_AIM OF THE EXERCISE_
Once the images are set aside, output the listing exactly as it stands.

++++ PROVIDED DATA ++++

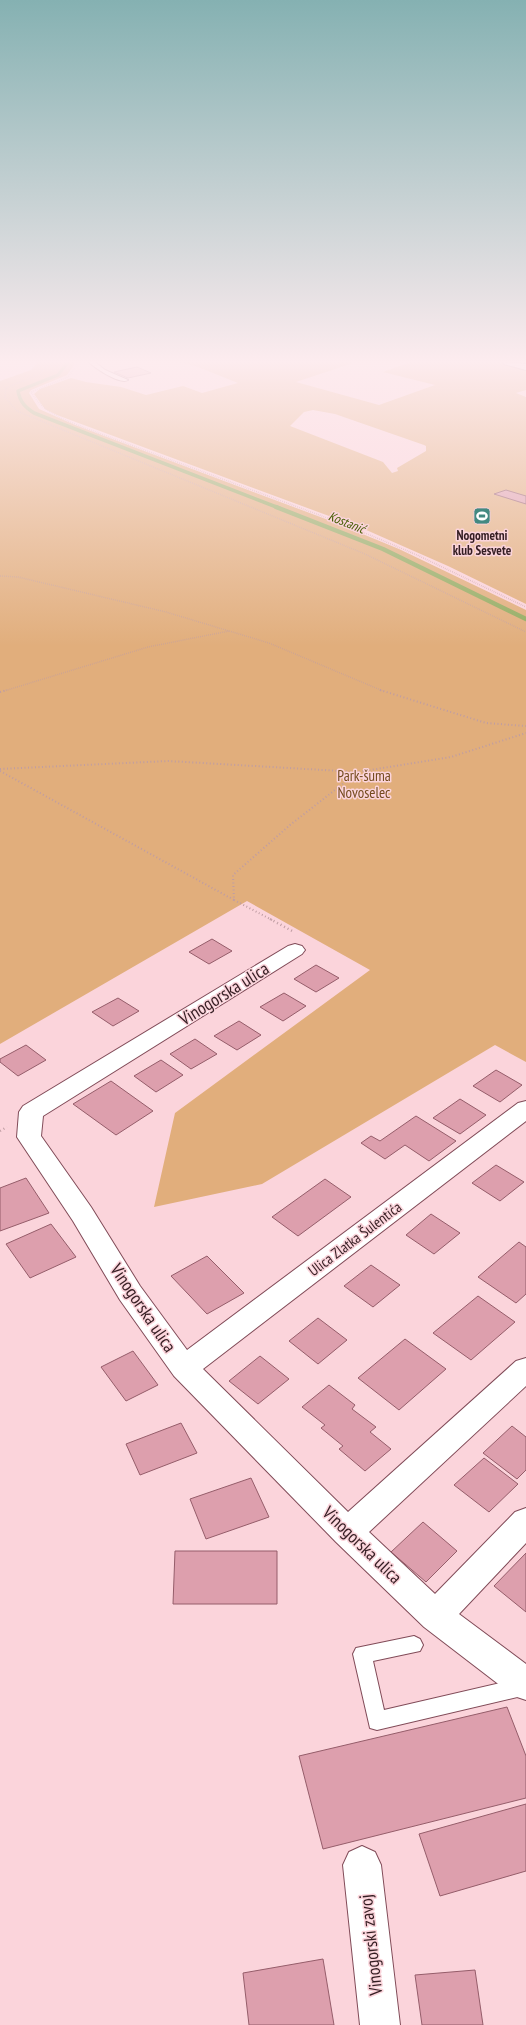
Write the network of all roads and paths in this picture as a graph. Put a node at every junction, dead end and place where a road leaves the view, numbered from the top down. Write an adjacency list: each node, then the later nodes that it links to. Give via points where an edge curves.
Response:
1 (126, 456): 6 (path, via 365,554)
2 (162, 456): 4 (path, via 346,525 410,552)
3 (0, 576): 5 (path, via 18,577 166,612)
4 (526, 608)
5 (229, 631): 7 (path, via 148,647); 8 (path, via 269,643 383,691 486,723)
6 (526, 632)
7 (0, 692)
8 (526, 726)
9 (526, 733): 11 (path, via 451,756)
10 (0, 770): 11 (path, via 168,761); 12 (path)
11 (358, 772): 12 (path, via 290,825 233,875)
12 (234, 900): 13 (path, via 298,934)
13 (295, 950): 15 (street, Vinogorska ulica, via 31,1112 29,1137 82,1214 130,1293)
14 (526, 1109): 15 (street, Ulica Zlatka Šulentića)
15 (184, 1368): 18 (street, Vinogorska ulica)
16 (526, 1369): 18 (street)
17 (526, 1522): 19 (street)
18 (347, 1532): 19 (street, Vinogorska ulica)
19 (436, 1616): 21 (street, Vinogorska ulica)
20 (414, 1645): 21 (lane, via 362,1654 377,1721)
21 (526, 1685)
22 (362, 1865): 23 (street, Vinogorski zavoj)
23 (380, 2025)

++++

_RESULT OF THE TASK_
Write the network of all roads and paths in this picture as a graph. Put a node at every junction, dead end and place where a road leaves the view, numbered from the top down. Write an adjacency list: each node, then the later nodes that it links to. Give via points where an edge curves.
Response:
1 (126, 456): 6 (path, via 365,554)
2 (162, 456): 4 (path, via 346,525 410,552)
3 (0, 576): 5 (path, via 18,577 166,612)
4 (526, 608)
5 (229, 631): 7 (path, via 148,647); 8 (path, via 269,643 383,691 486,723)
6 (526, 632)
7 (0, 692)
8 (526, 726)
9 (526, 733): 11 (path, via 451,756)
10 (0, 770): 11 (path, via 168,761); 12 (path)
11 (358, 772): 12 (path, via 290,825 233,875)
12 (234, 900): 13 (path, via 298,934)
13 (295, 950): 15 (street, Vinogorska ulica, via 31,1112 29,1137 82,1214 130,1293)
14 (526, 1109): 15 (street, Ulica Zlatka Šulentića)
15 (184, 1368): 18 (street, Vinogorska ulica)
16 (526, 1369): 18 (street)
17 (526, 1522): 19 (street)
18 (347, 1532): 19 (street, Vinogorska ulica)
19 (436, 1616): 21 (street, Vinogorska ulica)
20 (414, 1645): 21 (lane, via 362,1654 377,1721)
21 (526, 1685)
22 (362, 1865): 23 (street, Vinogorski zavoj)
23 (380, 2025)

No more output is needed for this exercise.